So we are used to that for immutability. And actually, immudb relies on – every component in immudb is an append-only data structure. Even the cryptographic data structure I would treat as append-only. But immutability in databases, or even in blockchain - we tend to refer to another thing; not just to append-only, but to the possibility to verify that the history hasn’t changed. So every record is registered and cryptographically linked to what happened before. And then you have a way to verify if a given transaction or a given record was present and was not modified anymore once it was written. It doesn’t mean that cannot have the current state of your balance account. As a traditional database, you will have data as the current, the latest value that was placed for a given record, because the record will be the key that identified the address or the balance… But also, depending on the use case, it may be a cumulative set of changes, like indeed where we are committing changes. So the current state or the history - it’s independent of that.

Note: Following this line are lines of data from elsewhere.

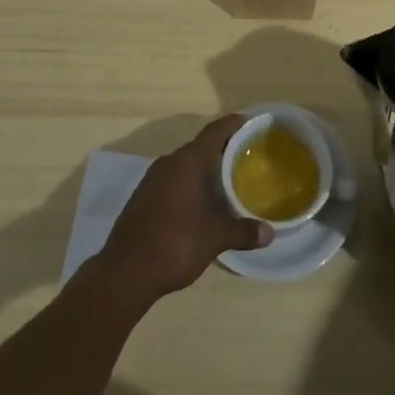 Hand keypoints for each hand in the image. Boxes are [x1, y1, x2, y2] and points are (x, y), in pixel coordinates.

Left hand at [97, 115, 272, 302]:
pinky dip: (188, 184)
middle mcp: (169, 162)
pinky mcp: (142, 197)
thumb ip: (243, 232)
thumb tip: (270, 233)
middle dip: (221, 151)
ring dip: (203, 170)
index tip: (249, 123)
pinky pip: (171, 180)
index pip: (215, 131)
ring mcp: (152, 179)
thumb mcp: (215, 238)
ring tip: (225, 181)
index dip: (233, 124)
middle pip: (200, 147)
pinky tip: (198, 203)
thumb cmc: (176, 243)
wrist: (125, 272)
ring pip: (184, 165)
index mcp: (188, 161)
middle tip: (244, 158) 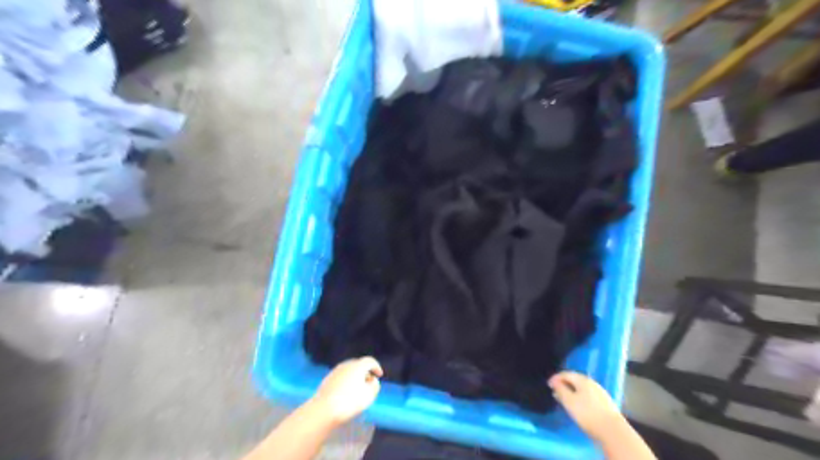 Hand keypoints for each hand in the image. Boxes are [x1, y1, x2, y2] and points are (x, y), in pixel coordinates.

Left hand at [311, 358, 384, 425]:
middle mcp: (346, 365)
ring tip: (357, 389)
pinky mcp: (327, 380)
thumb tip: (372, 380)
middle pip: (358, 365)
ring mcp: (335, 371)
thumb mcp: (369, 395)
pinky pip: (341, 377)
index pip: (370, 361)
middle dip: (365, 372)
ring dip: (355, 377)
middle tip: (368, 382)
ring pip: (348, 371)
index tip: (379, 375)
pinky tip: (345, 393)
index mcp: (358, 366)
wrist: (324, 409)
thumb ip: (375, 385)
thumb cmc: (350, 402)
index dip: (376, 367)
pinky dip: (346, 381)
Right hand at [551, 370, 621, 442]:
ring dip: (572, 391)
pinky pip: (588, 395)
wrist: (612, 431)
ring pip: (582, 388)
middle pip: (575, 380)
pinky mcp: (605, 403)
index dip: (556, 378)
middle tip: (555, 391)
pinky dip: (580, 397)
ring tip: (565, 399)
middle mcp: (592, 383)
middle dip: (564, 384)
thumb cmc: (587, 414)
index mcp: (583, 380)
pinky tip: (578, 405)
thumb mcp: (569, 401)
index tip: (548, 385)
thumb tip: (554, 381)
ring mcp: (600, 392)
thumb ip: (560, 389)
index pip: (566, 374) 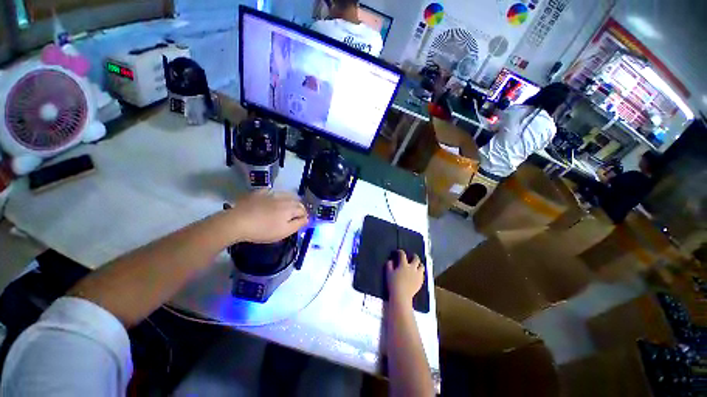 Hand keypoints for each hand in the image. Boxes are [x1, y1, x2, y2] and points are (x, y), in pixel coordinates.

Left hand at [228, 191, 307, 243]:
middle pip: (296, 201)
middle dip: (299, 207)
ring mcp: (271, 194)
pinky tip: (272, 200)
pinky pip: (272, 191)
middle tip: (296, 216)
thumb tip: (307, 218)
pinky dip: (276, 195)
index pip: (303, 210)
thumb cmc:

What we refer to this type of thing is verifiable. I prefer the term “verifiable database”, rather than “immutable database.” Because every system has integrity checks to check the consistency of a given record or of a given file, if it is consistent or not. But with tampering detection it’s like, giving the possibility to the client application or the application that is using the database to do the integrity validation by themselves. That is one of the differences - the application that is receiving the data from the database was able to run the integrity check, to validate that the data that was received was not modified since it was written.

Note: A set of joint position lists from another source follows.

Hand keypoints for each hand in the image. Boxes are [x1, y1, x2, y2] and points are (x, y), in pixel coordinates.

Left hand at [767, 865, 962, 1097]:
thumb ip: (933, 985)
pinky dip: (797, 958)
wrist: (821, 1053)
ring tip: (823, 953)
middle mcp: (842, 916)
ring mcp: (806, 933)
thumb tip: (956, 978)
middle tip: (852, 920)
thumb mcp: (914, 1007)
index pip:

Okay, let’s pull on that thread a little bit… So we’re not talking about the clients being or maintaining a copy of whatever data you might have at a central immutable database, or verifiable database. You’re talking about some sort of a cryptographic verifiability of the data.
So one of the particularities of an immutable database is that at every moment the complete state of the database is captured by your hash value. So that denotes not only the current state, but the complete history of changes up to that point. So the plan in immudb, for instance, or in other immutable databases, is the client who needs to keep track of this current state, the latest state that is known. In the example that Bart mentioned regarding your bank balance account, you may know what was the latest state that you can trust. And based on that and the new changes is where you can compare. You have the base to compare the new changes, or the new results. But the client only needs to keep track of the state of the database at any given point. That is the minimal information.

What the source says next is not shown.